After Super Bowl protests, Black Lives Matter supporters turn their focus to schools

Impact

A national coalition of teachers and activists who support the Black Lives Matter movement launched a week of action Monday to call attention to structural racism in schools.

Dubbed “Black Lives Matter at School,” the campaign seeks to build on conversations about how school policies disadvantage black students, pushing many out of classrooms and into the criminal justice system, organizers said.

The week of action involves after-school teach-ins and rallies that highlight issues of discipline and inequity in educational resources. The coalition includes participants in Seattle, New York City and Prince George’s County, Maryland.

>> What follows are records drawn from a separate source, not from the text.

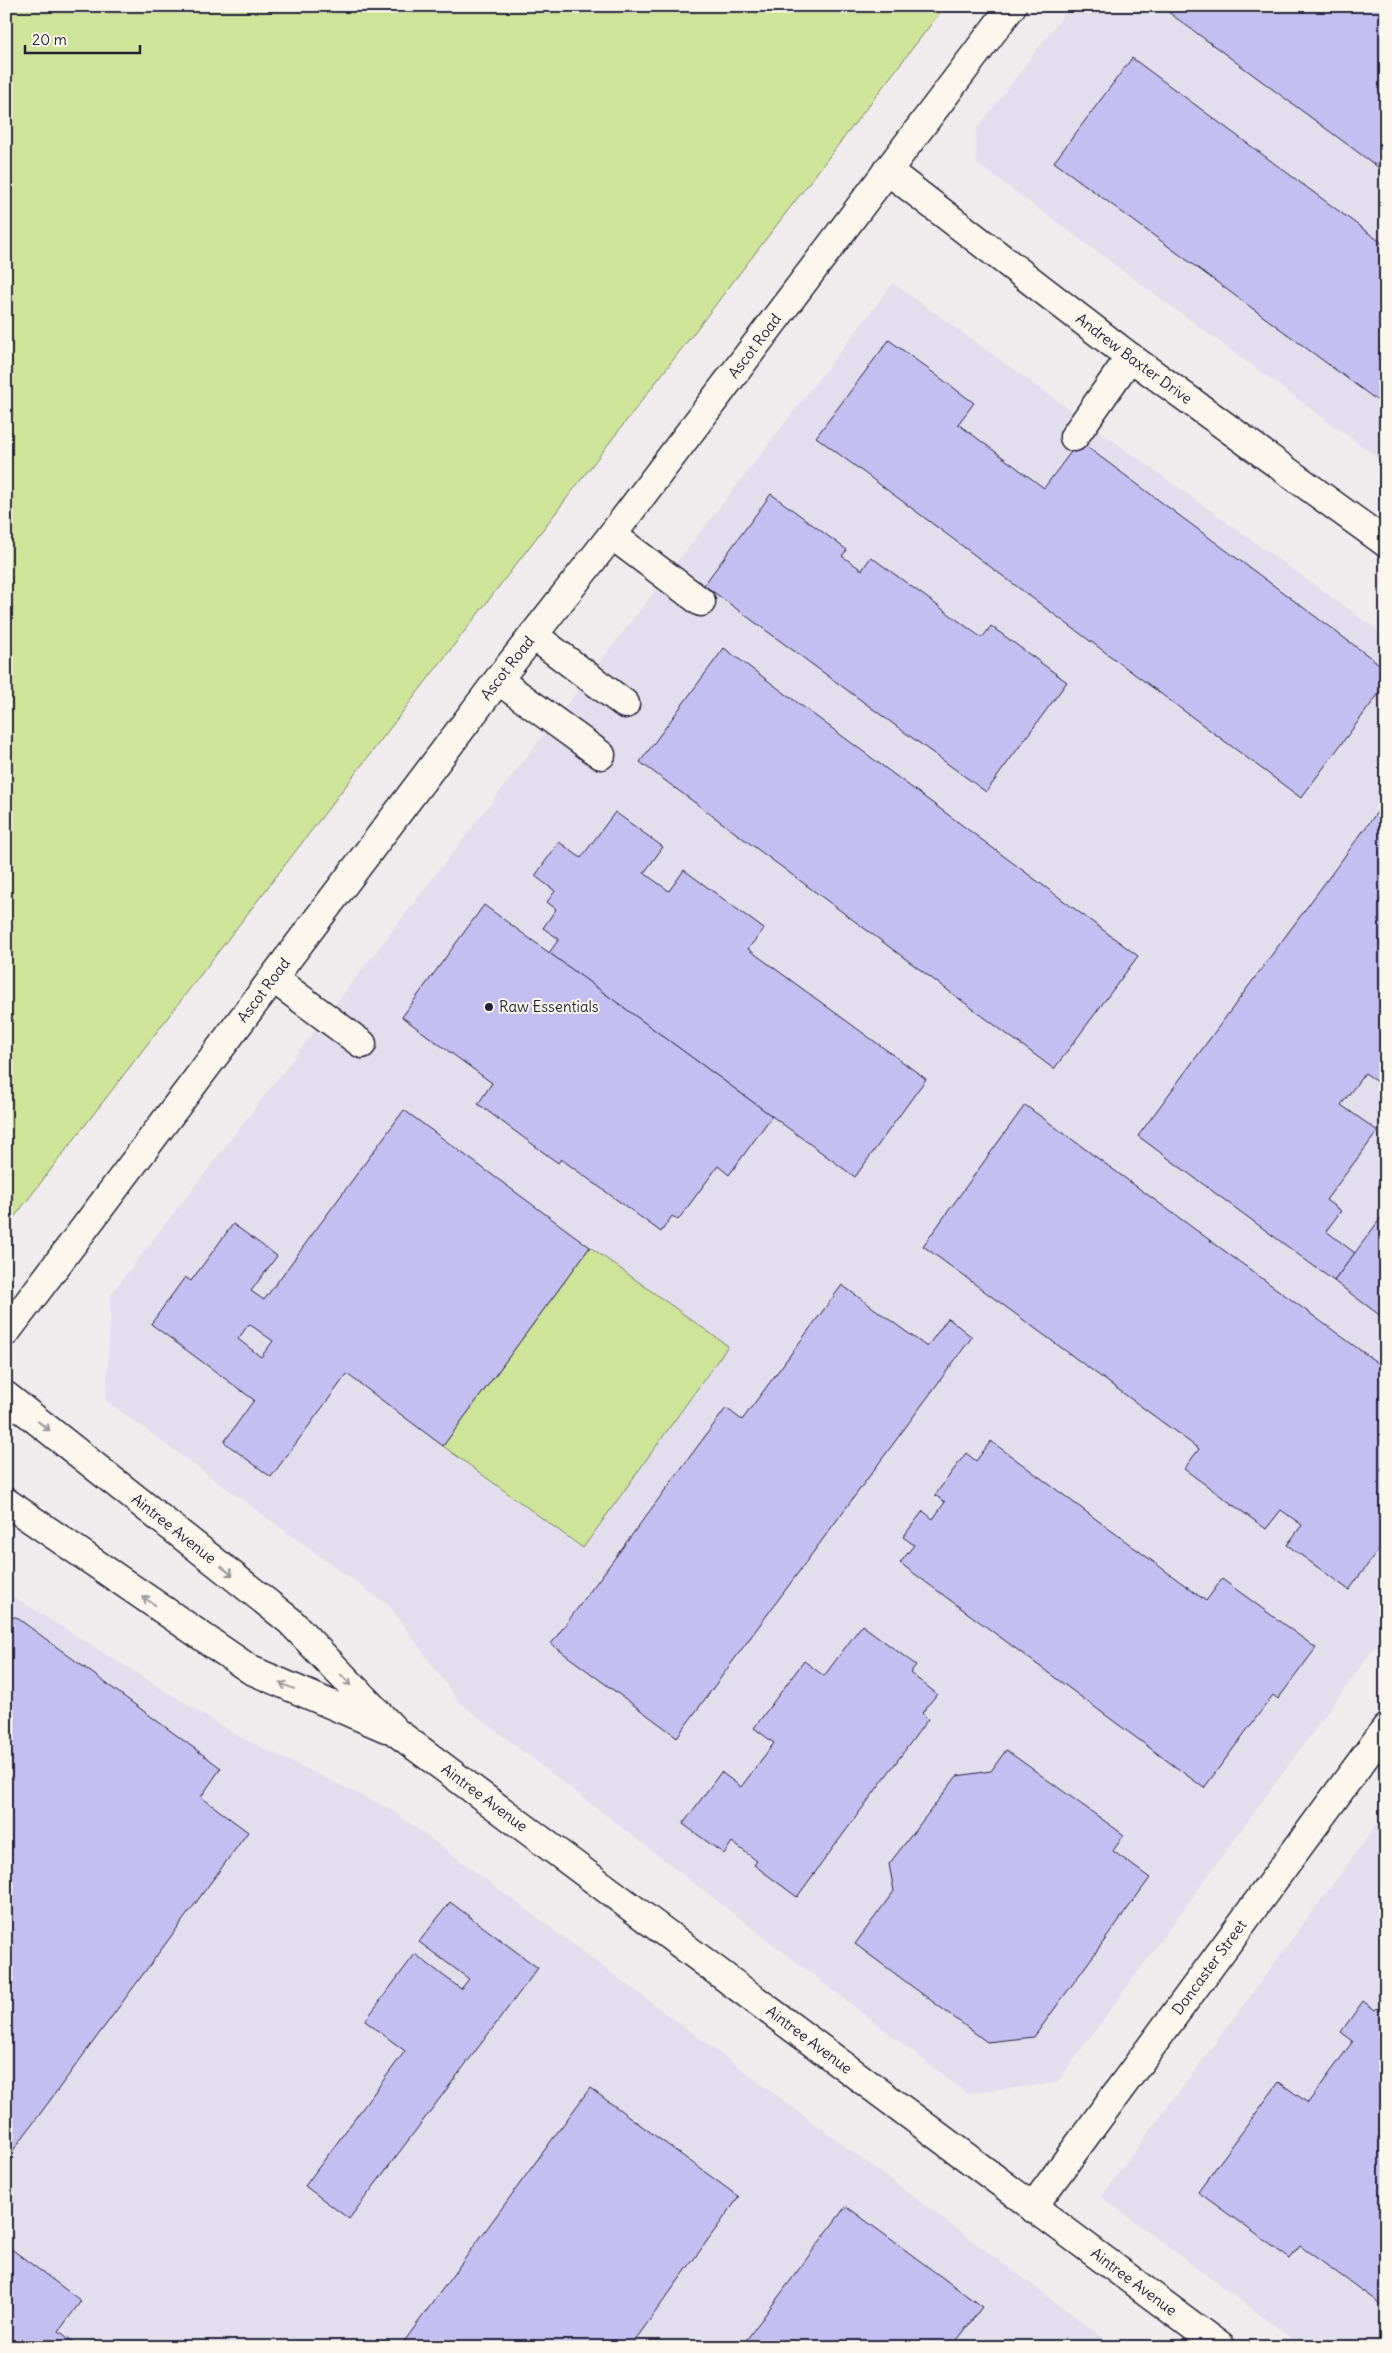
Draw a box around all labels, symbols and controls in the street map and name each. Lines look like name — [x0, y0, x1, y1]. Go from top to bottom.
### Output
scale bar — [25, 22, 140, 54]
text: 20 m — [32, 30, 67, 49]
street label: Andrew Baxter Drive — [1072, 309, 1196, 408]
street label: Ascot Road — [724, 310, 785, 382]
street label: Ascot Road — [476, 632, 538, 704]
street label: Ascot Road — [233, 954, 294, 1026]
place label: Raw Essentials — [499, 997, 599, 1016]
marker: Raw Essentials — [483, 1001, 495, 1013]
one-way arrow — [38, 1421, 51, 1432]
street label: Aintree Avenue — [128, 1489, 220, 1568]
one-way arrow — [220, 1565, 233, 1576]
one-way arrow — [143, 1595, 157, 1605]
one-way arrow — [340, 1674, 353, 1686]
one-way arrow — [280, 1680, 295, 1690]
street label: Aintree Avenue — [438, 1759, 531, 1836]
street label: Doncaster Street — [1168, 1916, 1250, 2018]
street label: Aintree Avenue — [763, 2001, 856, 2078]
street label: Aintree Avenue — [1087, 2243, 1181, 2320]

“We want our schools to be places of learning and liberation for all students,” New York organizer Erica Cardwell said in a statement emailed to Mic. “If direct attention isn’t given to that, our schools and our society will continue to replicate structural racism.”

The national Black Lives Matter at Schools coalition issued several demands to school administrators to kick off the week of action. They included an end to zero-tolerance discipline that helped create the school-to-prison pipeline — the tendency of adolescents and young adults to be incarcerated as a result of punitive school policies.

Organizers also called for more restorative justice strategies in schools, such as in-school suspension and counseling; increased hiring and retention of black teachers; and a mandated black history and ethnic studies curriculum for students in kindergarten through the 12th grade.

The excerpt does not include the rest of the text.